Based on the outcome described by league sources, McGary still appears to be in Stage 1 of his rehabilitation compliance, where he has to abide by the “Medical Director’s” rehabilitation plan. If the player does not comply within the first 10 days, he will get suspended until the Medical Director determines that the player has complied to the prescribed rehabilitation program. It appears that McGary has NOT yet violated the second part of stage 1, which is that if he is found in non-compliance after 30 days, he would either see his contract terminated (it has not) or he moves to Stage 2 of the rehabilitation. McGary is clearly not in Stage 2 yet, because as the CBA lays out in Section 7, part c, (ii), (iii,) and (iv):
(ii) If a player, within thirty (30) days of the date on which he was notified that he had entered Stage 2 of the Drugs of Abuse Program and without a reasonable excuse, fails to comply (in the professional judgment of the MedicalDirector) with any of the obligations set forth in Section7(c)(i) above, he shall immediately be dismissed and disqualified from any association with the NBA or any of its Teams in accordance with the provisions of Section11(a) below.
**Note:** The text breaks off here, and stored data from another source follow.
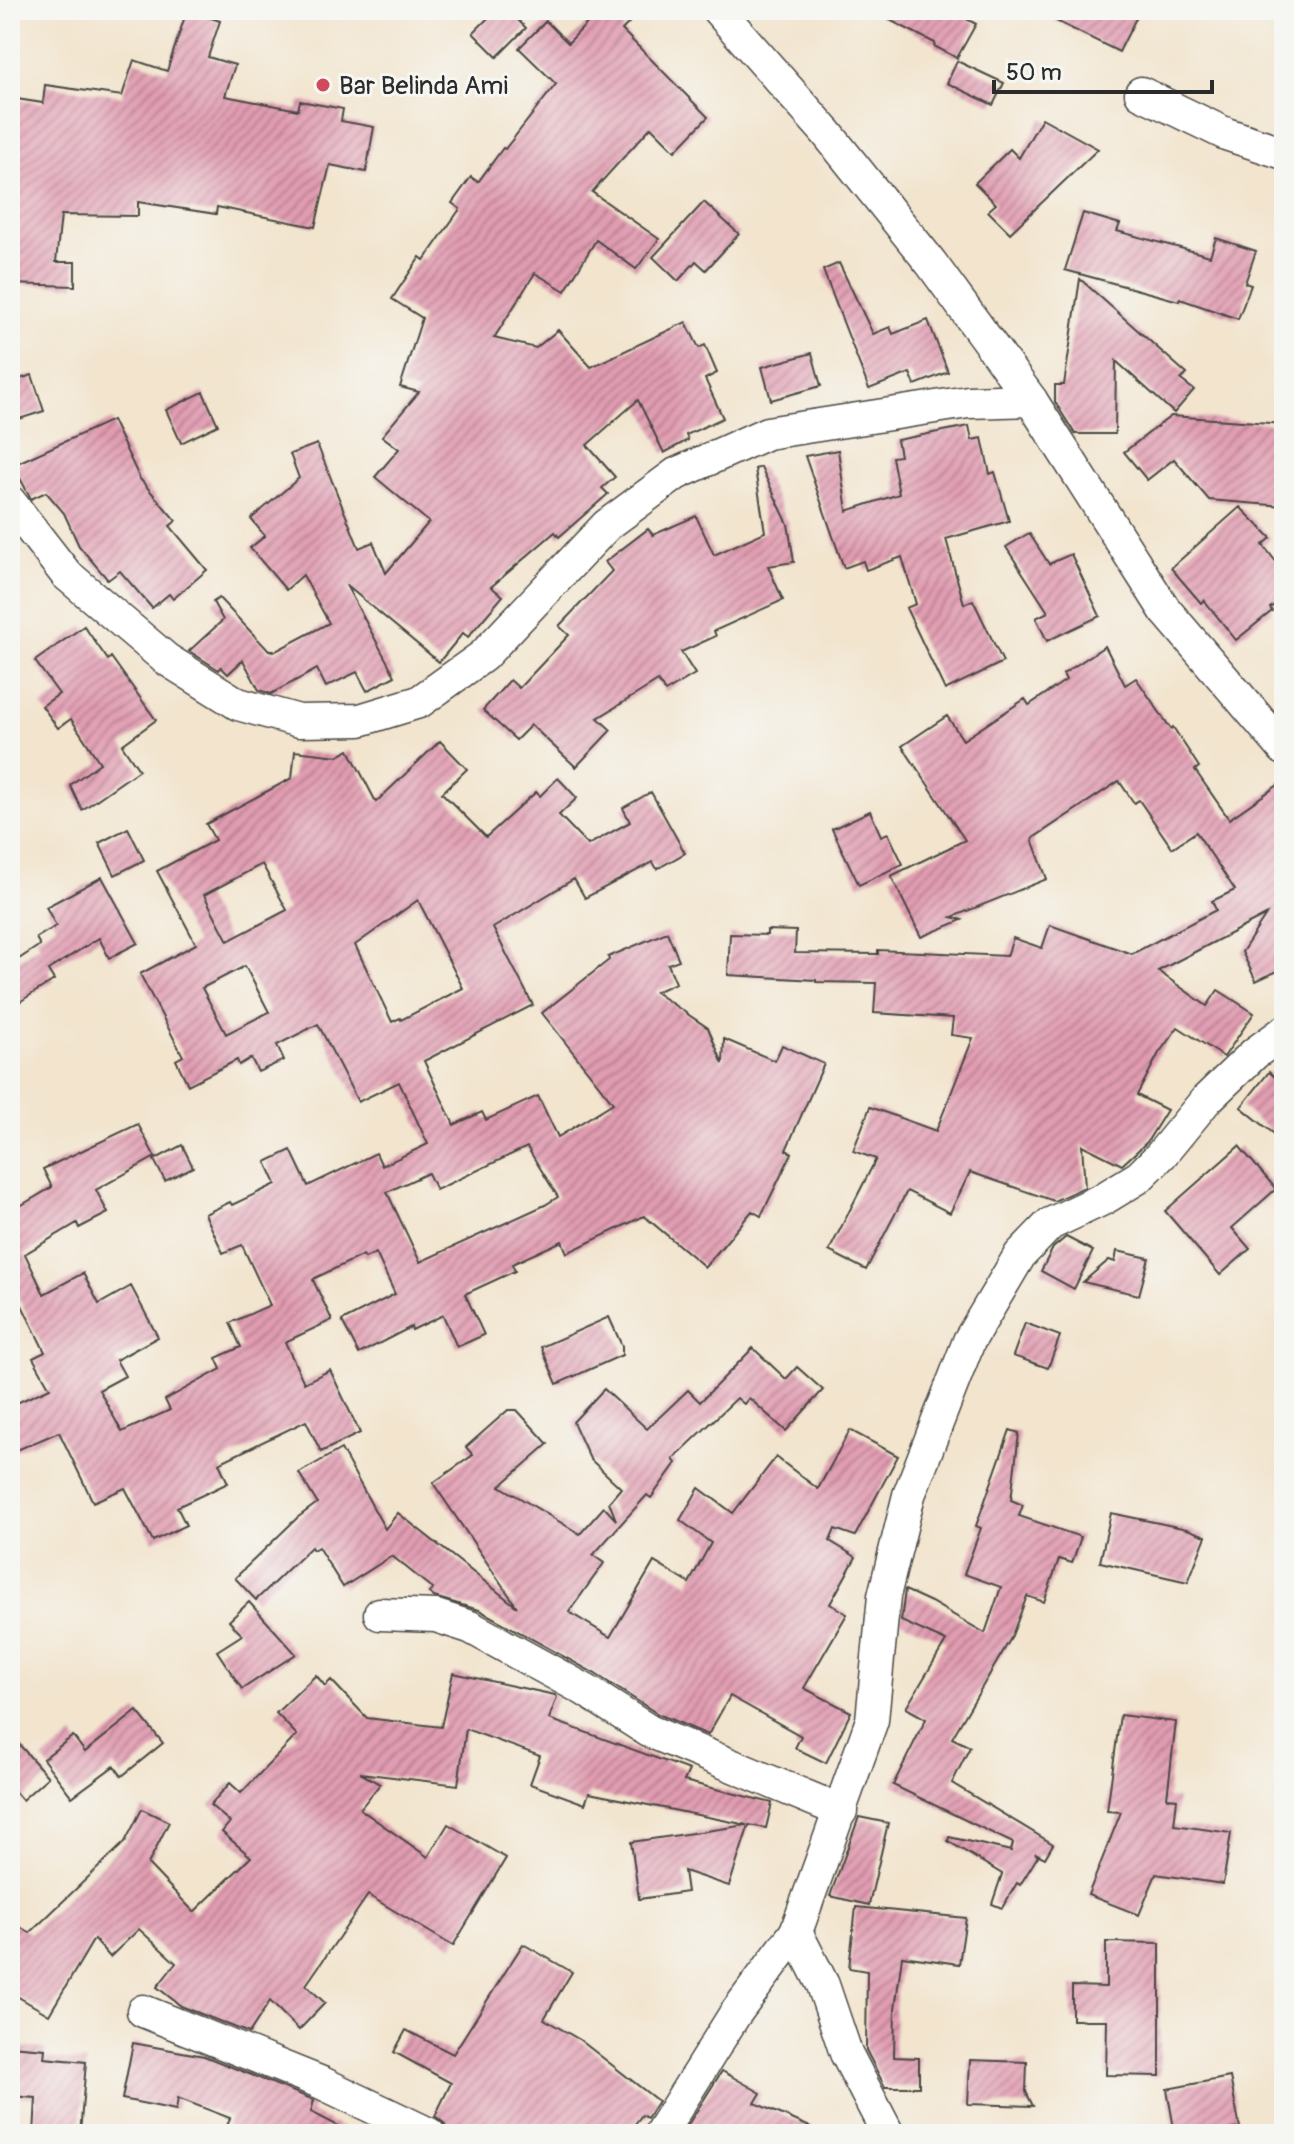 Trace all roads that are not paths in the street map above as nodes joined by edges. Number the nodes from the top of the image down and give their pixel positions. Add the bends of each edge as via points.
1 (718, 10) edge
2 (1141, 93) dead end
3 (1284, 153) edge
4 (1031, 400) junction
5 (10, 502) edge
6 (1284, 749) edge
7 (1284, 1032) edge
8 (380, 1614) dead end
9 (841, 1811) junction
10 (796, 1932) junction
11 (143, 2011) dead end
12 (429, 2134) edge
13 (660, 2134) edge
14 (888, 2134) edge

1 - 4 street via 836,144
2 - 3 street via 1226,134
4 - 5 street via 968,402 767,433 676,474 607,525 483,656 419,702 360,720 299,721 238,704 166,659 66,574
4 - 6 street via 1165,610
7 - 9 street via 1206,1100 1139,1177 1050,1224 1020,1255 983,1316 909,1495 884,1596 872,1720
8 - 9 street via 436,1616 470,1627 649,1731
9 - 10 street
10 - 13 street via 735,2014
10 - 14 street via 823,1985 846,2053
11 - 12 street via 322,2083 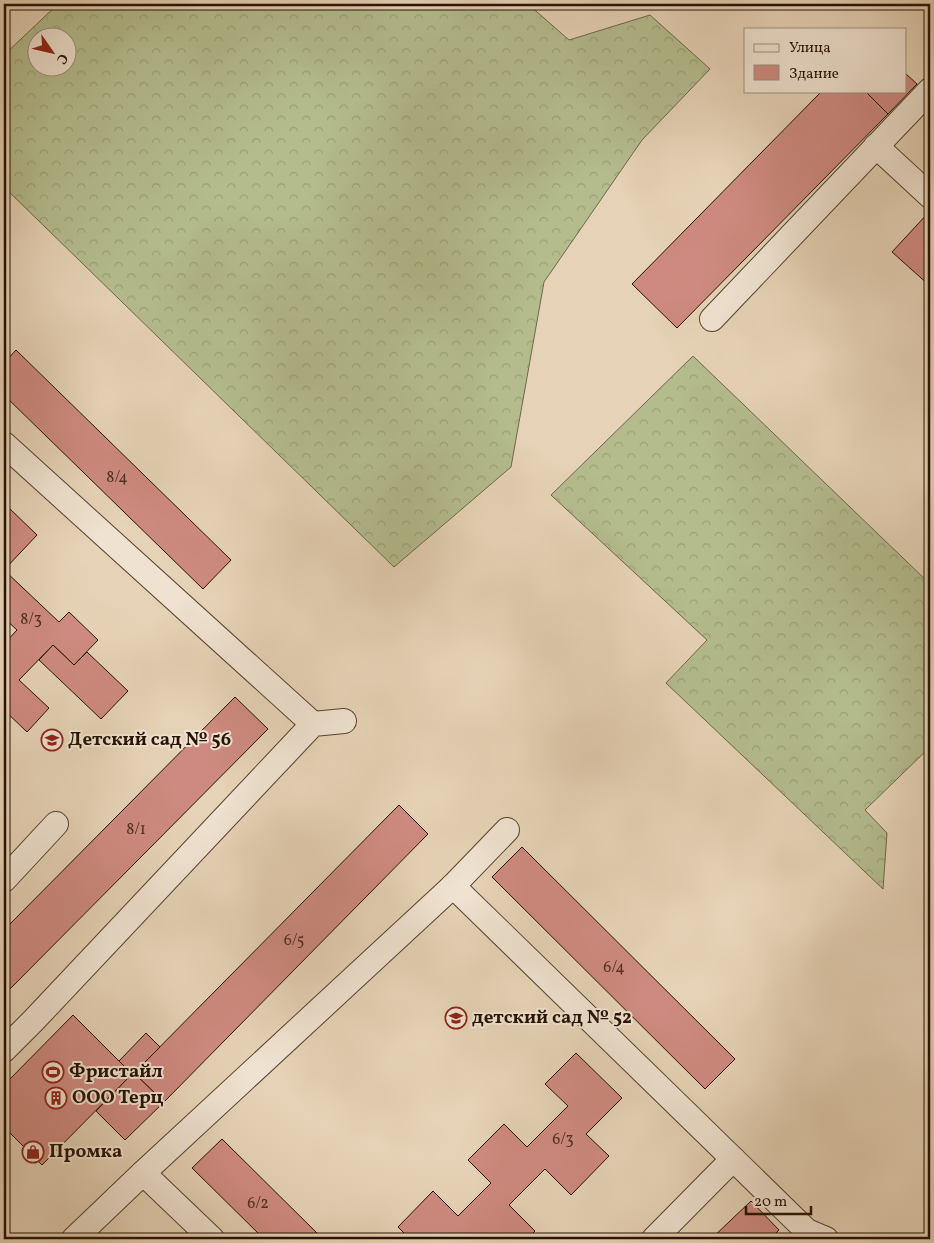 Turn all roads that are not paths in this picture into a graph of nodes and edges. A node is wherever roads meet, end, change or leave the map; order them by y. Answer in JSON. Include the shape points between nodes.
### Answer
{"nodes":[{"id":1,"x":930,"y":90,"type":"edge"},
{"id":2,"x":876,"y":146,"type":"junction"},
{"id":3,"x":930,"y":196,"type":"edge"},
{"id":4,"x":712,"y":319,"type":"dead end"},
{"id":5,"x":4,"y":444,"type":"edge"},
{"id":6,"x":344,"y":721,"type":"dead end"},
{"id":7,"x":313,"y":724,"type":"junction"},
{"id":8,"x":56,"y":824,"type":"dead end"},
{"id":9,"x":507,"y":830,"type":"dead end"},
{"id":10,"x":4,"y":880,"type":"edge"},
{"id":11,"x":453,"y":886,"type":"junction"},
{"id":12,"x":4,"y":1050,"type":"edge"},
{"id":13,"x":733,"y":1159,"type":"junction"},
{"id":14,"x":143,"y":1172,"type":"junction"},
{"id":15,"x":811,"y":1236,"type":"edge"},
{"id":16,"x":78,"y":1238,"type":"edge"},
{"id":17,"x":212,"y":1239,"type":"edge"},
{"id":18,"x":654,"y":1239,"type":"edge"}],
"edges":[{"from":1,"to":2,"type":"lane"},
{"from":2,"to":3,"type":"lane"},
{"from":2,"to":4,"type":"lane"},
{"from":5,"to":7,"type":"lane"},
{"from":6,"to":7,"type":"lane"},
{"from":7,"to":12,"type":"lane"},
{"from":8,"to":10,"type":"lane"},
{"from":9,"to":11,"type":"lane"},
{"from":11,"to":13,"type":"lane"},
{"from":11,"to":14,"type":"lane"},
{"from":13,"to":15,"type":"lane"},
{"from":13,"to":18,"type":"lane"},
{"from":14,"to":16,"type":"lane"},
{"from":14,"to":17,"type":"lane"}]} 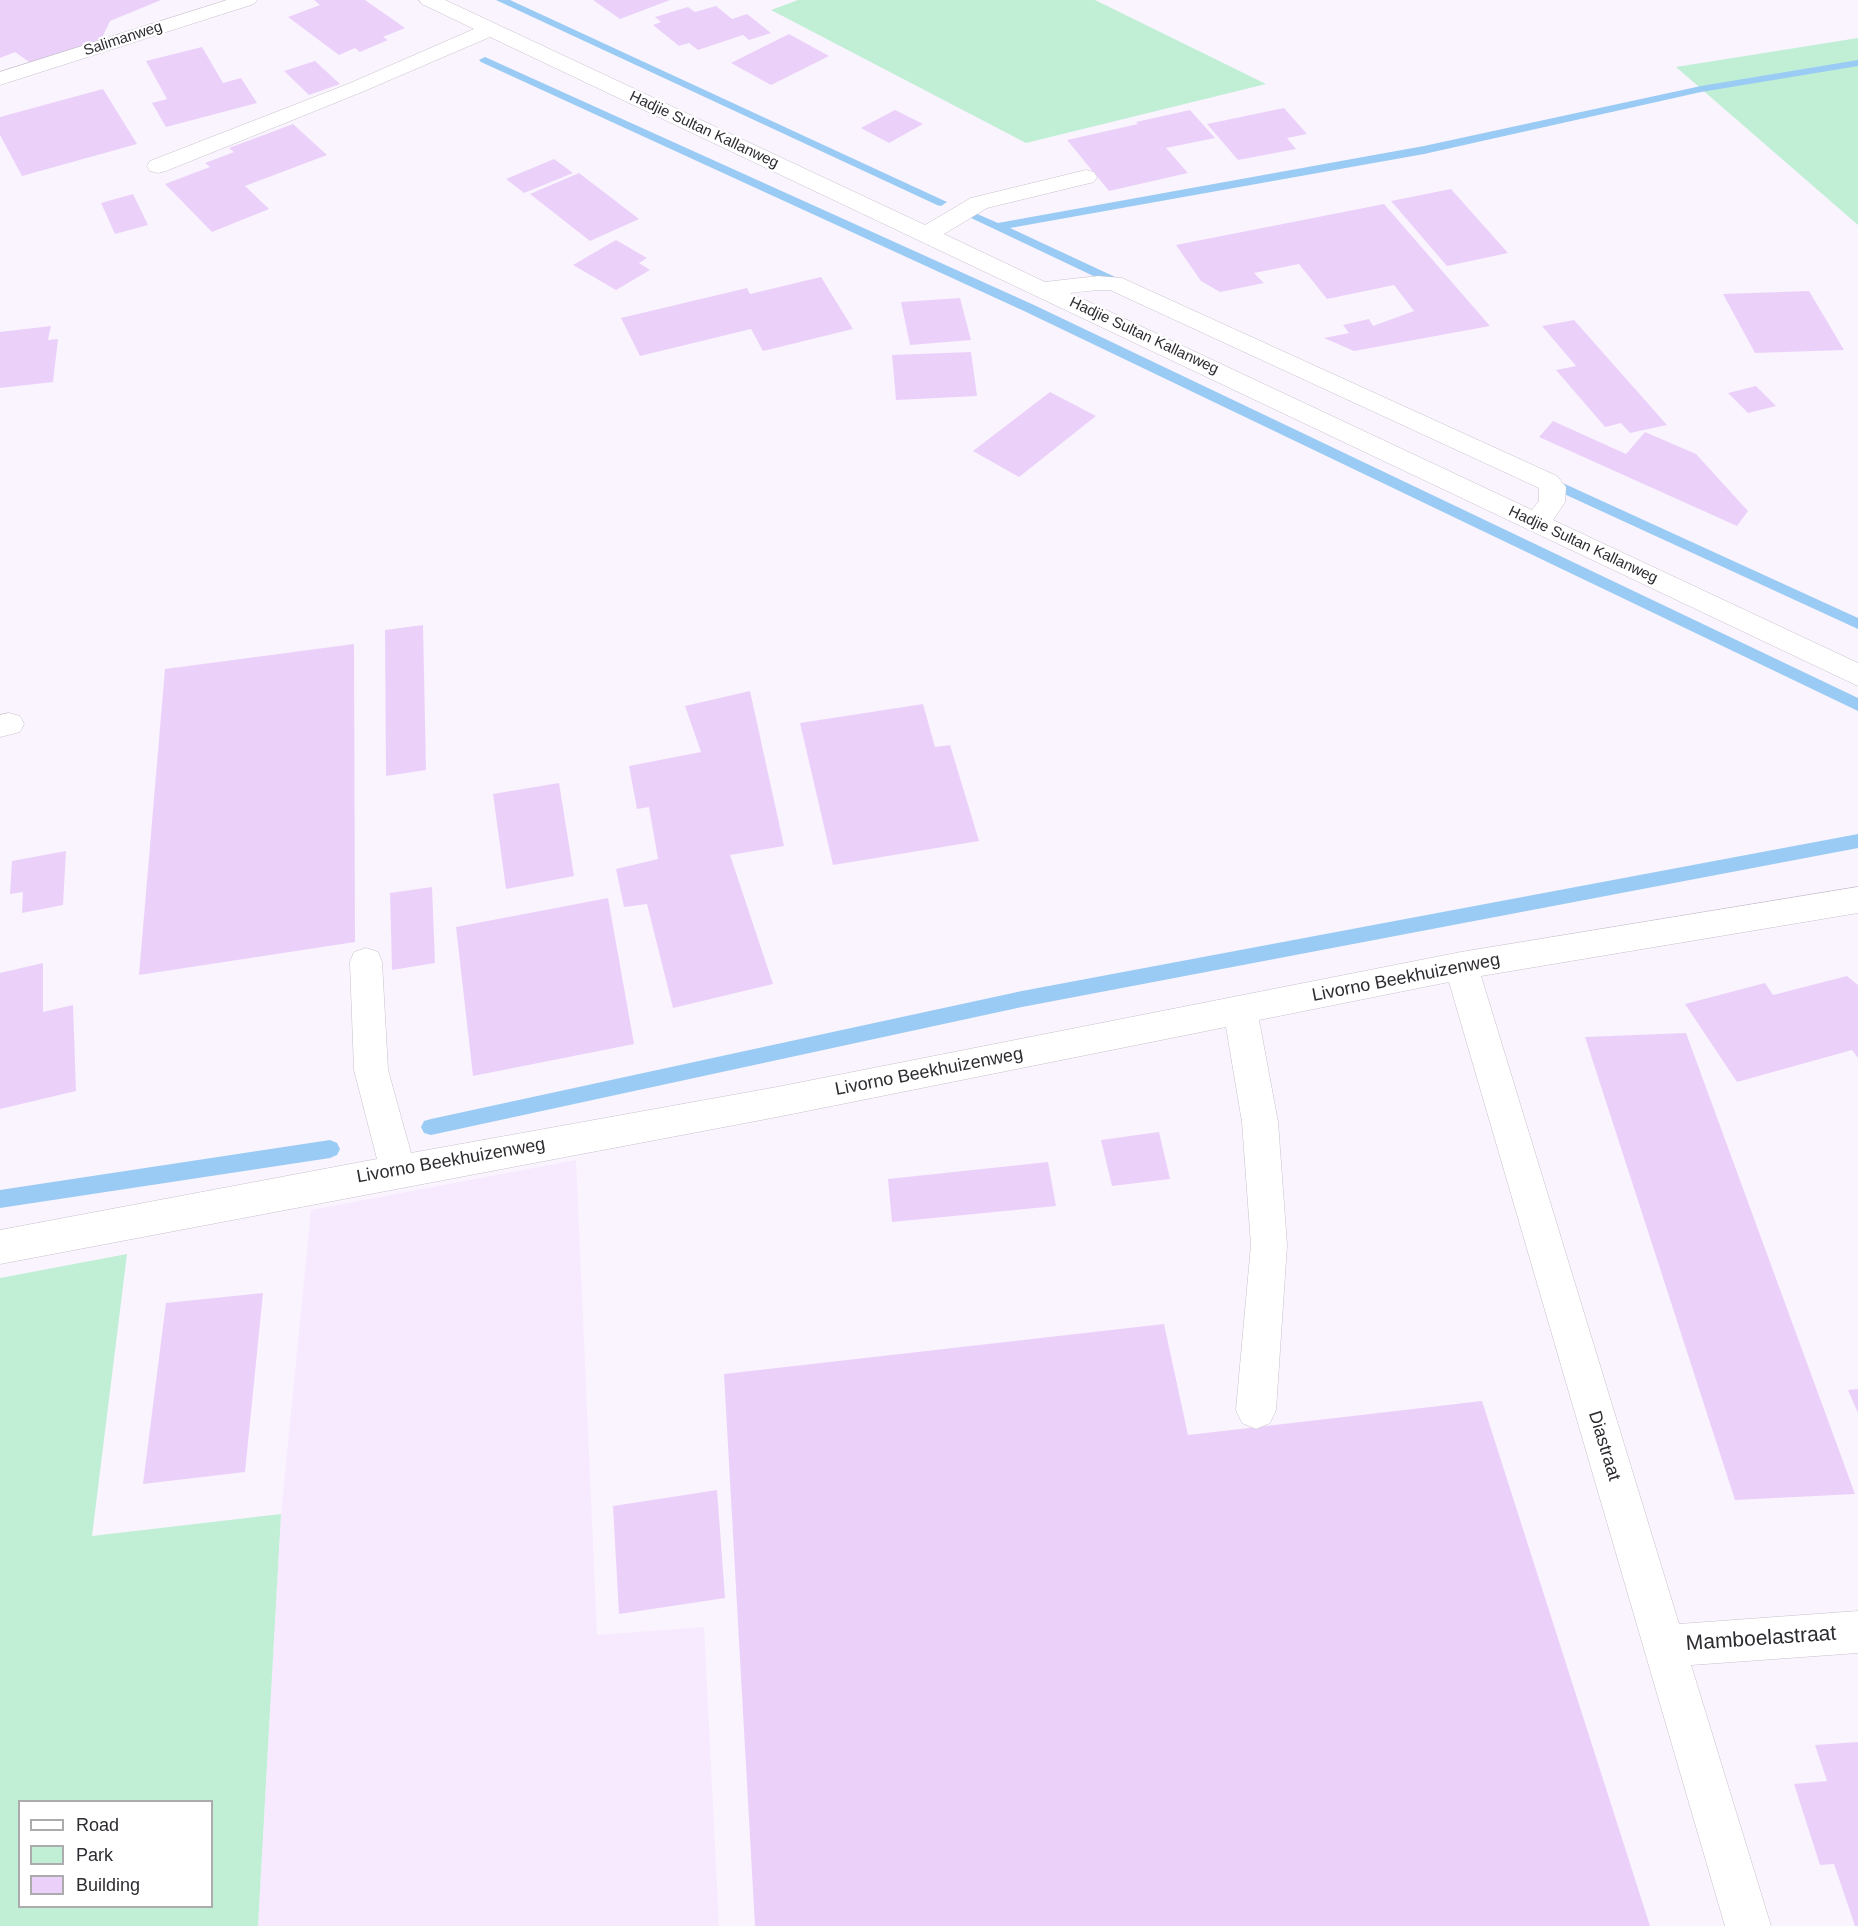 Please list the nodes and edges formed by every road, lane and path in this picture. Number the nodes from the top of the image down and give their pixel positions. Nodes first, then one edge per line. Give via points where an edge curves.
1 (247, 0) edge
2 (429, 0) edge
3 (491, 29) junction
4 (0, 79) edge
5 (158, 166) dead end
6 (1086, 177) dead end
7 (927, 234) junction
8 (1043, 289) junction
9 (1537, 523) junction
10 (1858, 675) edge
11 (1854, 905) edge
12 (366, 962) dead end
13 (1461, 966) junction
14 (1240, 1010) junction
15 (398, 1171) junction
16 (0, 1247) edge
17 (1256, 1410) dead end
18 (1858, 1632) edge
19 (1664, 1646) junction
20 (1748, 1926) edge

1 - 4 street, Salimanweg
2 - 3 street, Hadjie Sultan Kallanweg
3 - 5 street via 356,88
3 - 7 street, Hadjie Sultan Kallanweg
6 - 7 street via 979,204
7 - 8 street, Hadjie Sultan Kallanweg
8 - 9 street, Hadjie Sultan Kallanweg
8 - 9 street via 1112,283 1548,482 1553,488 1552,502
9 - 10 street, Hadjie Sultan Kallanweg
11 - 13 street, Livorno Beekhuizenweg
12 - 15 street via 371,1070
13 - 14 street, Livorno Beekhuizenweg
13 - 19 street, Diastraat
14 - 15 street, Livorno Beekhuizenweg via 777,1102
14 - 17 street via 1260,1122 1269,1245
15 - 16 street, Livorno Beekhuizenweg
18 - 19 street, Mamboelastraat
19 - 20 street, Diastraat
(iii) A player in Stage 2 of the Drugs of Abuse Program shall be suspended during the period of his in-patient treatment and for at least the first six (6) months of his aftercare treatment. The player shall remain suspended during any subsequent period in which he is undergoing treatment that, in the professional judgment of the Medical Director, prevents him from rendering the playing services called for by his Uniform Player Contract.
(iv) Any subsequent use, possession, or distribution of a Drug of Abuse by a player in Stage 2, even if voluntarily disclosed, or any conduct by a player in Stage 2 that results in his advancing one (1) Stage in the Drugs of AbuseProgram, shall result in the player being immediately dismissed and disqualified from any association with the NBA or any of its Teams in accordance with the provisions of Section 11(a) below.
Contrasting McGary’s situation to that of O.J. Mayo, Mayo was suspended for 2 years following his own substance abuse violation. Based on the reading above, it is clear that Mayo had moved into Stage 2 of the program and did not comply.
McGary is treading in difficult waters; with the modest 15 game suspension, he seems to have violated the 10 day threshold but not the 30 day threshold, otherwise he would have moved to Stage 2 and much heavier penalties. McGary also knows or has reason to know that the team has the right, if he cannot bring himself into alignment with the rehab program within 30 days, to terminate his contract and make him a free agent, a difficult place to be with the beginning of the season only a few months away and the mark of substance abuse following him.
There is still time and opportunity for McGary, but his options are running out, as are the Thunder’s.
We will continue to report this story as it develops.